Music Venues In Crisis According To BBC Report
Sad news for singers all over the country. Jeff Horton, owner of London’s 100 Club has told the BBC the closure of venues up and down the country has left the nation’s live music scene ‘crisis’. A plethora of live venues across the UK have been forced to close their doors in recent years. Some have struggled to stay afloat on account of financial issues, while others have been forced out of business by stringent noise restrictions.
According to Horton, the closure of so many live music venues could pose a significant threat to the future of new music in the UK. “Without places like the 100 Club and other grassroots venues, where are tomorrow’s headline acts going to come from?” he asked. “You can’t keep churning out the same old acts, which you can already see is happening.”
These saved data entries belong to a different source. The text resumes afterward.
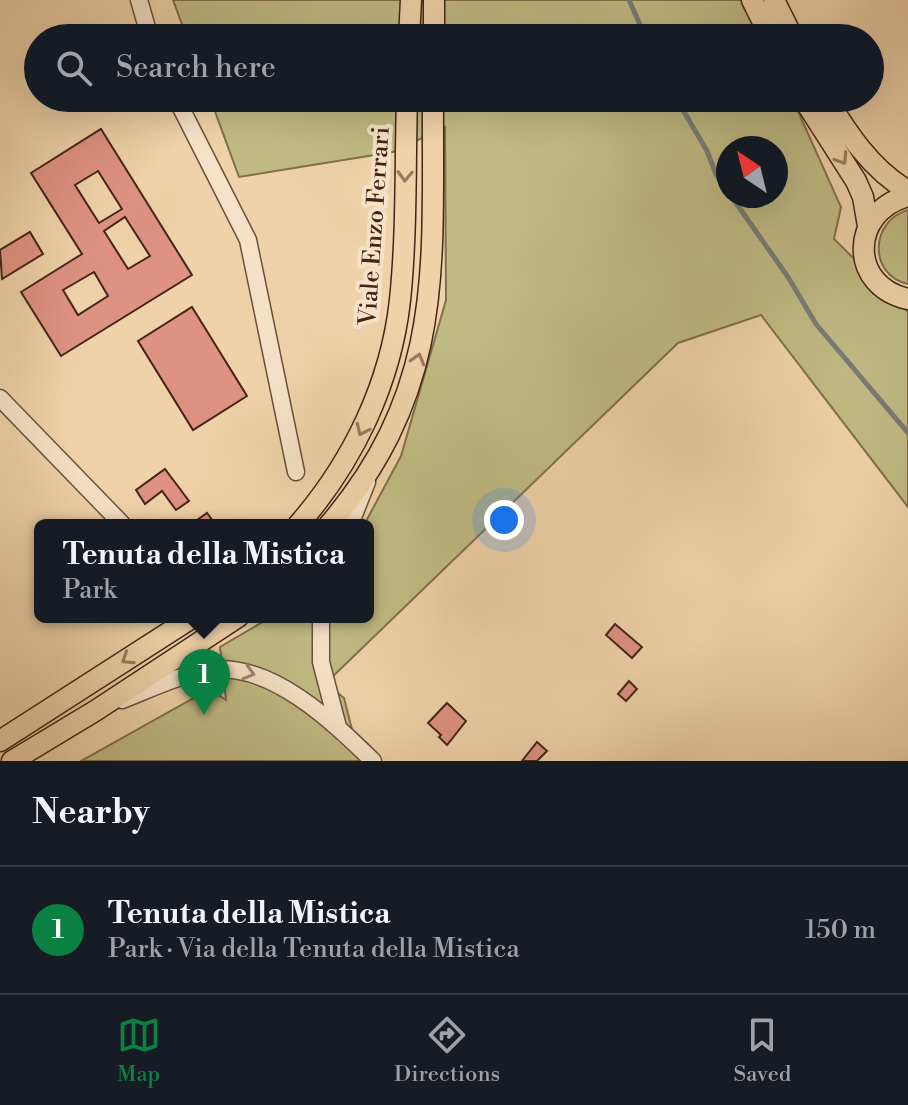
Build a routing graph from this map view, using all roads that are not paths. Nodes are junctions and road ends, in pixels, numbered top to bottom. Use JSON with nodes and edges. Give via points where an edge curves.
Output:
{"nodes":[{"id":1,"x":139,"y":0,"type":"edge"},
{"id":2,"x":411,"y":0,"type":"edge"},
{"id":3,"x":434,"y":0,"type":"edge"},
{"id":4,"x":752,"y":0,"type":"edge"},
{"id":5,"x":774,"y":0,"type":"edge"},
{"id":6,"x":146,"y":24,"type":"edge"},
{"id":7,"x":410,"y":24,"type":"edge"},
{"id":8,"x":434,"y":24,"type":"edge"},
{"id":9,"x":764,"y":24,"type":"edge"},
{"id":10,"x":786,"y":24,"type":"edge"},
{"id":11,"x":183,"y":112,"type":"edge"},
{"id":12,"x":407,"y":112,"type":"edge"},
{"id":13,"x":433,"y":112,"type":"edge"},
{"id":14,"x":812,"y":112,"type":"edge"},
{"id":15,"x":835,"y":112,"type":"edge"},
{"id":16,"x":908,"y":193,"type":"edge"},
{"id":17,"x":868,"y":226,"type":"junction"},
{"id":18,"x":908,"y":299,"type":"edge"},
{"id":19,"x":0,"y":398,"type":"edge"},
{"id":20,"x":372,"y":469,"type":"junction"},
{"id":21,"x":296,"y":472,"type":"dead end"},
{"id":22,"x":117,"y":519,"type":"edge"},
{"id":23,"x":301,"y":519,"type":"edge"},
{"id":24,"x":334,"y":519,"type":"edge"},
{"id":25,"x":352,"y":519,"type":"edge"},
{"id":26,"x":184,"y":623,"type":"edge"},
{"id":27,"x":229,"y":623,"type":"edge"},
{"id":28,"x":321,"y":623,"type":"edge"},
{"id":29,"x":95,"y":711,"type":"junction"},
{"id":30,"x":338,"y":727,"type":"junction"},
{"id":31,"x":0,"y":741,"type":"edge"},
{"id":32,"x":12,"y":761,"type":"edge"},
{"id":33,"x":373,"y":761,"type":"edge"}],
"edges":[{"from":1,"to":6,"type":"street"},
{"from":2,"to":7,"type":"main road"},
{"from":3,"to":8,"type":"main road"},
{"from":4,"to":9,"type":"main road"},
{"from":5,"to":10,"type":"main road"},
{"from":11,"to":21,"type":"street","via":[[248,240]]},
{"from":12,"to":23,"type":"main road","name":"Viale Enzo Ferrari","one_way":true,"via":[[400,300],[391,347],[353,449]]},
{"from":20,"to":13,"type":"main road","one_way":true,"via":[[407,396],[425,327],[432,254]]},
{"from":14,"to":17,"type":"main road","one_way":true,"via":[[856,181]]},
{"from":15,"to":16,"type":"main road","via":[[865,157]]},
{"from":16,"to":17,"type":"main road","via":[[879,210]]},
{"from":17,"to":18,"type":"main road","via":[[868,270],[887,292]]},
{"from":19,"to":22,"type":"street"},
{"from":20,"to":24,"type":"main road"},
{"from":20,"to":25,"type":"street"},
{"from":26,"to":31,"type":"main road","one_way":true},
{"from":27,"to":29,"type":"main road"},
{"from":28,"to":30,"type":"street","via":[[321,662]]},
{"from":29,"to":30,"type":"street","one_way":true,"via":[[198,672],[225,668],[266,678]]},
{"from":29,"to":32,"type":"main road"},
{"from":30,"to":33,"type":"street"}]}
Horton’s warning follow’s a report published this week by the Mayor of London’s Music Venue Taskforce, which looks at how other grassroots venues can avoid the same fate as those that have closed. In the report, the taskforce calls for a revised approach to the way people think about music venues. “Grassroots music venues are cultural spaces, risk-takers, hubs of innovation and place-makers, says the report. “They need to be recognised as such in policy documents. Music venues also need to enter the day-to-day conversations of economists, planners, licensers, police, tourism experts, culture professionals and music industry decision makers.
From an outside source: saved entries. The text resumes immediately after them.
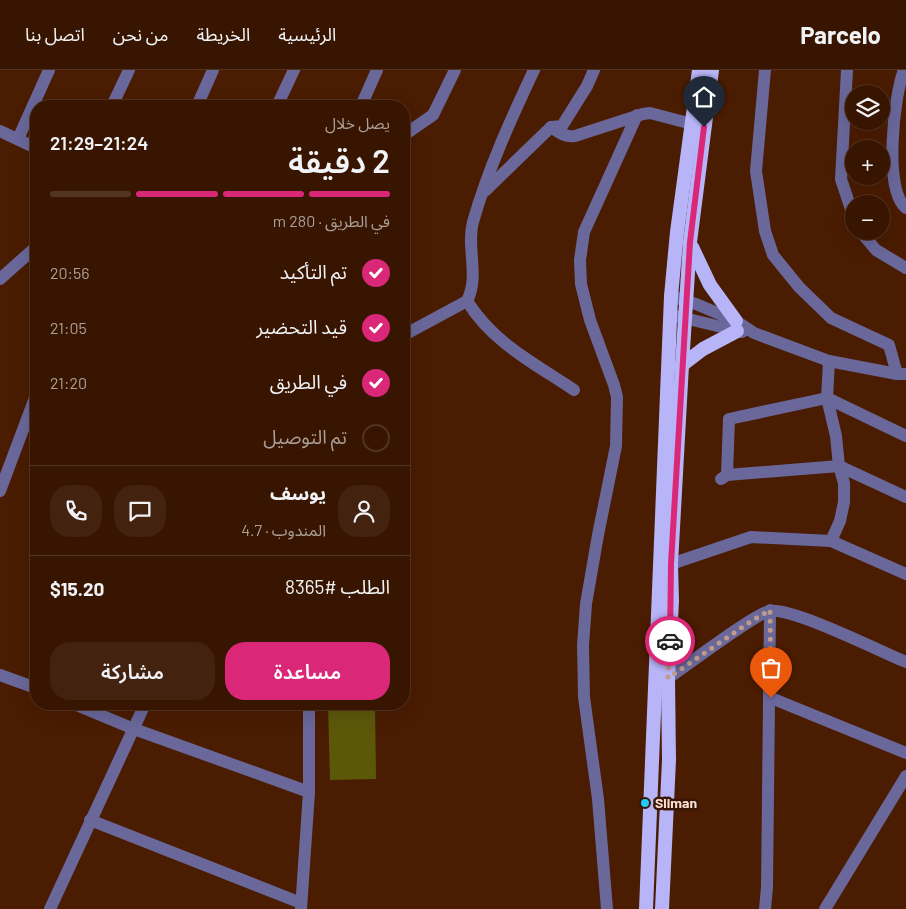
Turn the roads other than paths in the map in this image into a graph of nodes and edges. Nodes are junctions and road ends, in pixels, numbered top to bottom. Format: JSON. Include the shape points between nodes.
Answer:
{"nodes":[{"id":1,"x":49,"y":70,"type":"edge"},
{"id":2,"x":129,"y":70,"type":"edge"},
{"id":3,"x":213,"y":70,"type":"edge"},
{"id":4,"x":294,"y":70,"type":"edge"},
{"id":5,"x":377,"y":70,"type":"edge"},
{"id":6,"x":455,"y":70,"type":"edge"},
{"id":7,"x":534,"y":70,"type":"edge"},
{"id":8,"x":594,"y":70,"type":"edge"},
{"id":9,"x":699,"y":70,"type":"edge"},
{"id":10,"x":712,"y":70,"type":"edge"},
{"id":11,"x":765,"y":70,"type":"edge"},
{"id":12,"x":847,"y":70,"type":"edge"},
{"id":13,"x":904,"y":70,"type":"edge"},
{"id":14,"x":36,"y":100,"type":"edge"},
{"id":15,"x":115,"y":100,"type":"edge"},
{"id":16,"x":200,"y":100,"type":"edge"},
{"id":17,"x":280,"y":100,"type":"edge"},
{"id":18,"x":364,"y":100,"type":"edge"},
{"id":19,"x":30,"y":112,"type":"edge"},
{"id":20,"x":637,"y":115,"type":"junction"},
{"id":21,"x":692,"y":124,"type":"junction"},
{"id":22,"x":551,"y":127,"type":"junction"},
{"id":23,"x":0,"y":131,"type":"edge"},
{"id":24,"x":410,"y":131,"type":"edge"},
{"id":25,"x":18,"y":139,"type":"junction"},
{"id":26,"x":30,"y":145,"type":"edge"},
{"id":27,"x":482,"y":195,"type":"junction"},
{"id":28,"x":846,"y":195,"type":"edge"},
{"id":29,"x":906,"y":208,"type":"edge"},
{"id":30,"x":868,"y":240,"type":"edge"},
{"id":31,"x":690,"y":242,"type":"junction"},
{"id":32,"x":30,"y":252,"type":"edge"},
{"id":33,"x":906,"y":268,"type":"edge"},
{"id":34,"x":0,"y":279,"type":"edge"},
{"id":35,"x":671,"y":296,"type":"junction"},
{"id":36,"x":467,"y":300,"type":"junction"},
{"id":37,"x":687,"y":300,"type":"junction"},
{"id":38,"x":670,"y":315,"type":"junction"},
{"id":39,"x":686,"y":319,"type":"junction"},
{"id":40,"x":737,"y":326,"type":"junction"},
{"id":41,"x":410,"y":332,"type":"edge"},
{"id":42,"x":829,"y":361,"type":"junction"},
{"id":43,"x":682,"y":365,"type":"junction"},
{"id":44,"x":901,"y":374,"type":"edge"},
{"id":45,"x":574,"y":390,"type":"dead end"},
{"id":46,"x":827,"y":398,"type":"junction"},
{"id":47,"x":30,"y":412,"type":"edge"},
{"id":48,"x":906,"y":436,"type":"edge"},
{"id":49,"x":839,"y":466,"type":"junction"},
{"id":50,"x":0,"y":491,"type":"edge"},
{"id":51,"x":906,"y":496,"type":"edge"},
{"id":52,"x":831,"y":541,"type":"junction"},
{"id":53,"x":671,"y":564,"type":"junction"},
{"id":54,"x":906,"y":574,"type":"edge"},
{"id":55,"x":770,"y":610,"type":"junction"},
{"id":56,"x":906,"y":662,"type":"edge"},
{"id":57,"x":0,"y":675,"type":"edge"},
{"id":58,"x":668,"y":678,"type":"junction"},
{"id":59,"x":30,"y":686,"type":"edge"},
{"id":60,"x":771,"y":698,"type":"junction"},
{"id":61,"x":88,"y":710,"type":"edge"},
{"id":62,"x":142,"y":710,"type":"edge"},
{"id":63,"x":309,"y":710,"type":"edge"},
{"id":64,"x":134,"y":729,"type":"junction"},
{"id":65,"x":906,"y":753,"type":"edge"},
{"id":66,"x":906,"y":776,"type":"edge"},
{"id":67,"x":309,"y":792,"type":"junction"},
{"id":68,"x":90,"y":820,"type":"junction"},
{"id":69,"x":301,"y":906,"type":"edge"},
{"id":70,"x":50,"y":909,"type":"edge"},
{"id":71,"x":607,"y":909,"type":"edge"},
{"id":72,"x":646,"y":909,"type":"edge"},
{"id":73,"x":662,"y":909,"type":"edge"},
{"id":74,"x":765,"y":909,"type":"edge"},
{"id":75,"x":825,"y":909,"type":"edge"}],
"edges":[{"from":1,"to":14,"type":"street"},
{"from":2,"to":15,"type":"street"},
{"from":3,"to":16,"type":"street"},
{"from":4,"to":17,"type":"street"},
{"from":5,"to":18,"type":"street"},
{"from":6,"to":24,"type":"street","via":[[433,115]]},
{"from":7,"to":27,"type":"street","via":[[506,130]]},
{"from":8,"to":22,"type":"street","via":[[562,126]]},
{"from":9,"to":21,"type":"highway"},
{"from":10,"to":31,"type":"highway"},
{"from":11,"to":44,"type":"street","via":[[756,170],[765,231],[774,254],[799,287],[831,318],[889,345]]},
{"from":12,"to":28,"type":"street","via":[[841,179]]},
{"from":13,"to":29,"type":"street","via":[[894,104],[893,172],[898,196]]},
{"from":19,"to":25,"type":"street"},
{"from":20,"to":21,"type":"street","via":[[650,113]]},
{"from":20,"to":22,"type":"street","via":[[568,137]]},
{"from":20,"to":71,"type":"street","via":[[584,232],[580,260],[581,284],[590,320],[616,397],[616,446],[586,604],[583,645],[584,697],[598,798]]},
{"from":21,"to":35,"type":"highway"},
{"from":22,"to":27,"type":"street"},
{"from":23,"to":25,"type":"street"},
{"from":25,"to":26,"type":"street"},
{"from":27,"to":36,"type":"street","via":[[473,224],[473,284]]},
{"from":30,"to":33,"type":"street","via":[[876,250]]},
{"from":31,"to":37,"type":"highway"},
{"from":31,"to":40,"type":"highway","via":[[710,285]]},
{"from":32,"to":34,"type":"street"},
{"from":35,"to":37,"type":"street"},
{"from":35,"to":38,"type":"highway"},
{"from":36,"to":41,"type":"street"},
{"from":36,"to":45,"type":"street","via":[[498,339]]},
{"from":37,"to":39,"type":"highway"},
{"from":37,"to":40,"type":"street"},
{"from":38,"to":39,"type":"street"},
{"from":38,"to":72,"type":"highway"},
{"from":39,"to":40,"type":"street"},
{"from":39,"to":43,"type":"highway"},
{"from":40,"to":42,"type":"street"},
{"from":40,"to":43,"type":"highway"},
{"from":42,"to":44,"type":"street"},
{"from":42,"to":46,"type":"street"},
{"from":43,"to":53,"type":"highway"},
{"from":46,"to":48,"type":"street"},
{"from":46,"to":49,"type":"street"},
{"from":46,"to":49,"type":"street","via":[[729,419],[724,477]]},
{"from":47,"to":50,"type":"street"},
{"from":49,"to":51,"type":"street"},
{"from":49,"to":52,"type":"street","via":[[844,483],[844,502]]},
{"from":52,"to":53,"type":"street","via":[[751,538]]},
{"from":52,"to":54,"type":"street"},
{"from":53,"to":58,"type":"highway"},
{"from":55,"to":56,"type":"street","via":[[791,613]]},
{"from":55,"to":58,"type":"street"},
{"from":55,"to":60,"type":"street"},
{"from":57,"to":59,"type":"street"},
{"from":58,"to":73,"type":"highway","via":[[669,760]]},
{"from":60,"to":65,"type":"street"},
{"from":60,"to":74,"type":"street"},
{"from":61,"to":64,"type":"street"},
{"from":62,"to":64,"type":"street"},
{"from":63,"to":67,"type":"street"},
{"from":64,"to":67,"type":"street"},
{"from":64,"to":68,"type":"street"},
{"from":66,"to":75,"type":"street"},
{"from":67,"to":69,"type":"street"},
{"from":68,"to":69,"type":"street"},
{"from":68,"to":70,"type":"street"}]}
“Between 2007 and 2015, London lost 35% of its grassroots music venues, a decline from 136 spaces programming new artists to just 88 remaining today. Iconic names like the Marquee Club, the Astoria, the 12 Bar Club and Madame Jojo’s disappeared from the map. Those venues were big players in the music history of London, they fed the UK’s £3.8 billion music industry with a stream of talented acts and they were part of the international story of “Brand Britain”.”